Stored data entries
=======

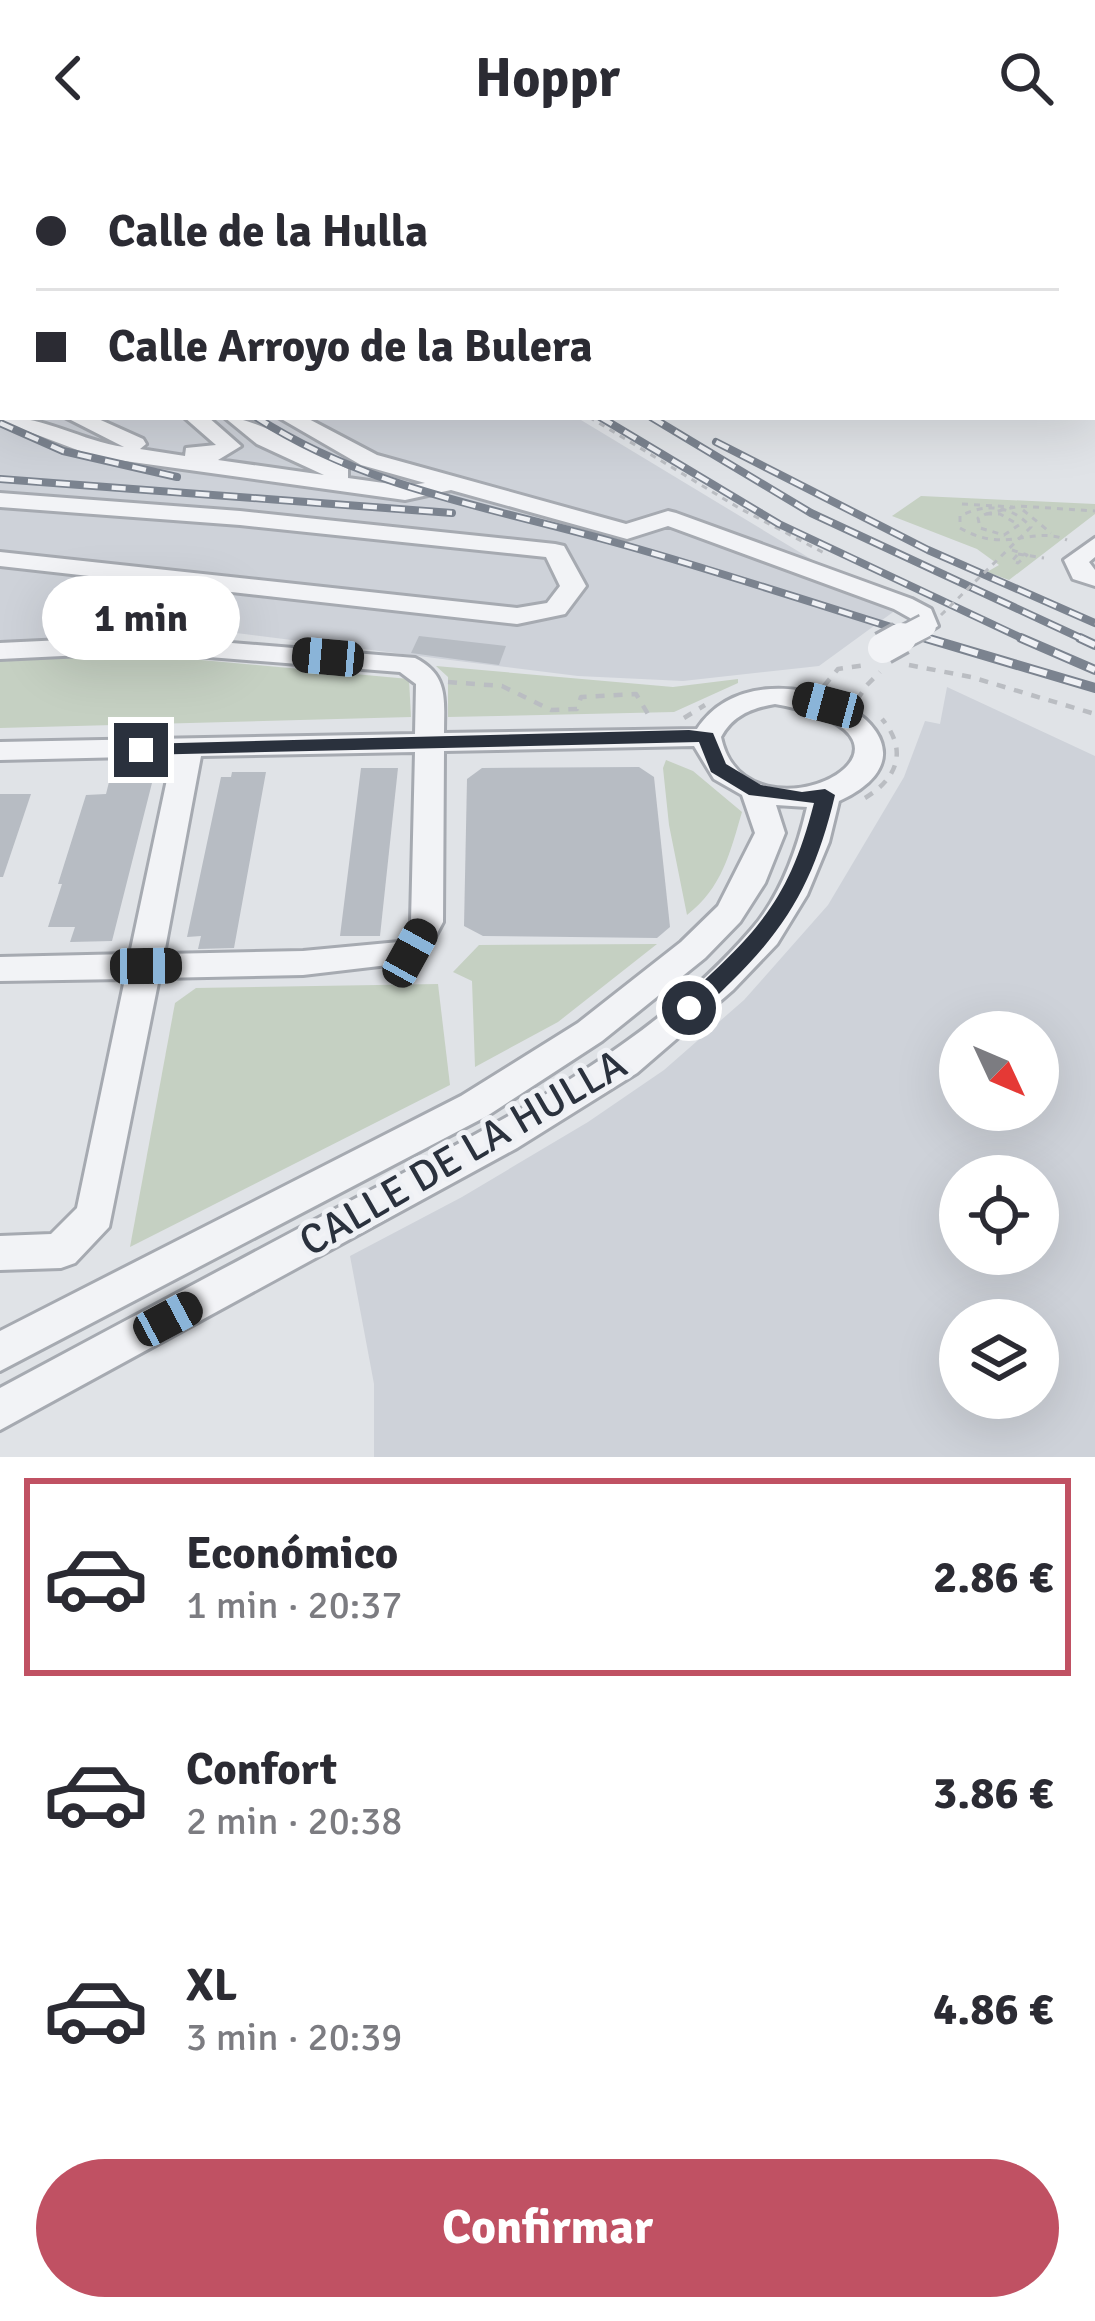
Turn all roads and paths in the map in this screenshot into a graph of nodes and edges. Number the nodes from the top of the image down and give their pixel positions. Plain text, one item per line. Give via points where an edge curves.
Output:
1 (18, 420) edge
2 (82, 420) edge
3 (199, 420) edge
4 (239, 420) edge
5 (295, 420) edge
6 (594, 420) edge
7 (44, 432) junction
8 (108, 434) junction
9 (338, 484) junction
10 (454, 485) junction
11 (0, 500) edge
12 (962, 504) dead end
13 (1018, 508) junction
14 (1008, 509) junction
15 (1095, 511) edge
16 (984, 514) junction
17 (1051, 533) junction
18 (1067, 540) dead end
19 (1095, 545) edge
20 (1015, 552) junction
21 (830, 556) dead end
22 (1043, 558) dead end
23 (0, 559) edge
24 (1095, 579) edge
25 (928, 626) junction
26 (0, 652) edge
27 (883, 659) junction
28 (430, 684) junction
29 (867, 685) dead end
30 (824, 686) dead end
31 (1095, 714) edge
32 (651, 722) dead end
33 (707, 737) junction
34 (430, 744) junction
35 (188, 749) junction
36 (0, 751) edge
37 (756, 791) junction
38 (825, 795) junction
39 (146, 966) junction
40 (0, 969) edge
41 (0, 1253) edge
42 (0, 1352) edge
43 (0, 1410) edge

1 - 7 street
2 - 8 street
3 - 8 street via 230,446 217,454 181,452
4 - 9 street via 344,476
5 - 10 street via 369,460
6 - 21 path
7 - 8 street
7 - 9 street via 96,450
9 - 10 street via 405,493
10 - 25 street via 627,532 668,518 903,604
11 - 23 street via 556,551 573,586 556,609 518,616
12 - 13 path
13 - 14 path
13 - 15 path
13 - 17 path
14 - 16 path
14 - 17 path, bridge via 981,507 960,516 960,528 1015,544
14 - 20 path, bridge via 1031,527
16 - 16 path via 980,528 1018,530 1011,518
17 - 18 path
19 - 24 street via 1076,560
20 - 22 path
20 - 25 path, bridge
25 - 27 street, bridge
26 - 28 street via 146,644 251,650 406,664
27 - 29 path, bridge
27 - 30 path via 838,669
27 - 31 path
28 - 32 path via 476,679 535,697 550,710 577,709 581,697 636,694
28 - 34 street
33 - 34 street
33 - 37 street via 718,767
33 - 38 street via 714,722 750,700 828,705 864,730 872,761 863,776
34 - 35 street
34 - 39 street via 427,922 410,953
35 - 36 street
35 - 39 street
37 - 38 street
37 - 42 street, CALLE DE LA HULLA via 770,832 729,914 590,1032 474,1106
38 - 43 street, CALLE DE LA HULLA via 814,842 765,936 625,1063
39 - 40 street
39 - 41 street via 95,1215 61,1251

=======

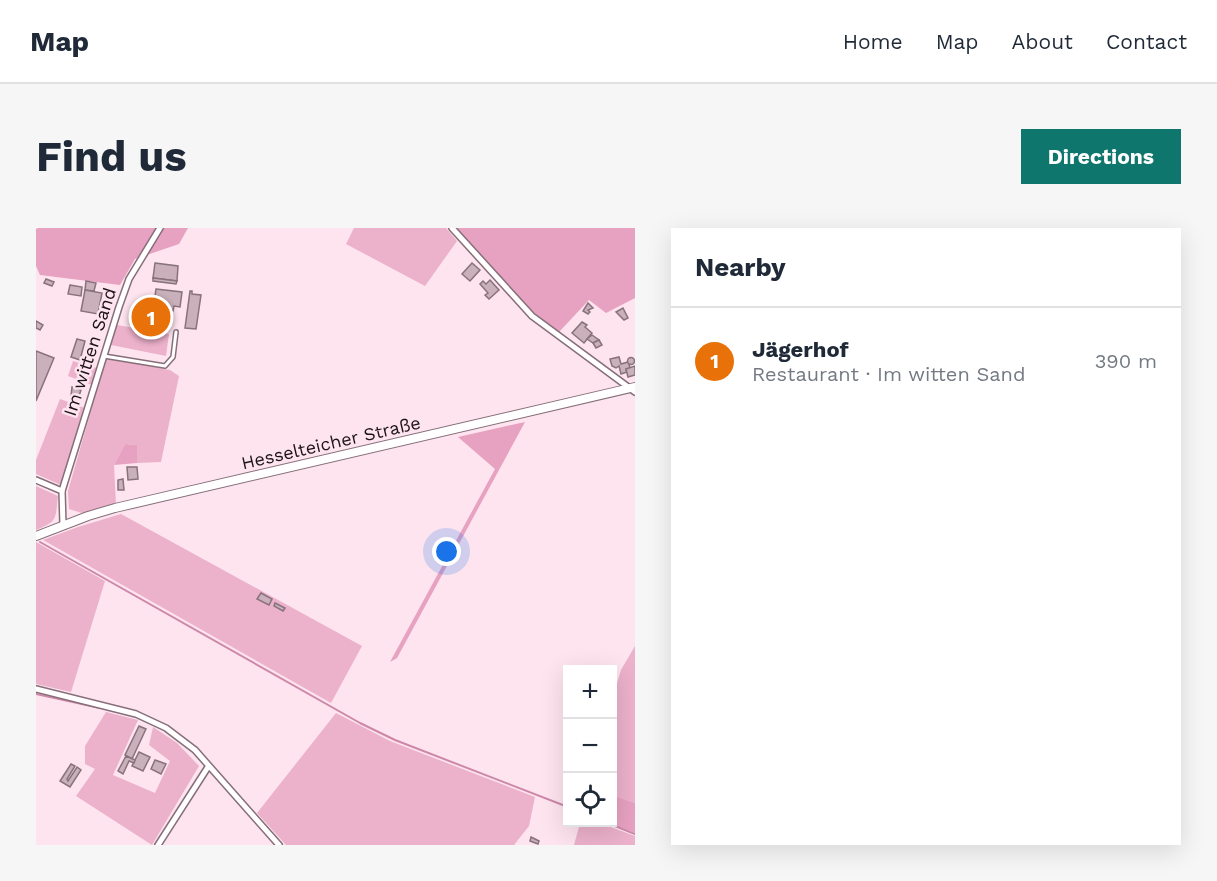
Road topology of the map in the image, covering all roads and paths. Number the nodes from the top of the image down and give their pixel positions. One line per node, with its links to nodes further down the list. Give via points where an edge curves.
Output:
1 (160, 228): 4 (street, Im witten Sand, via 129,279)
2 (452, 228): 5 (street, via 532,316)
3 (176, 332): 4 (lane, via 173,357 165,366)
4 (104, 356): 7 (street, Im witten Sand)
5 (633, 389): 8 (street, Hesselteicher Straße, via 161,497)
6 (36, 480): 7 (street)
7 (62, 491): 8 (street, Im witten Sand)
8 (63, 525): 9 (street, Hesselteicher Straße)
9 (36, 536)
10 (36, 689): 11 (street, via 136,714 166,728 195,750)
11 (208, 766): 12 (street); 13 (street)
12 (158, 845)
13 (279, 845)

=======

§ **Task prompt**:
Each line of the entries above that includes the string "roads" should be copied out.

§ **Response to this task**:
Turn all roads and paths in the map in this screenshot into a graph of nodes and edges. Number the nodes from the top of the image down and give their pixel positions. Plain text, one item per line. Give via points where an edge curves.
Road topology of the map in the image, covering all roads and paths. Number the nodes from the top of the image down and give their pixel positions. One line per node, with its links to nodes further down the list. Give via points where an edge curves.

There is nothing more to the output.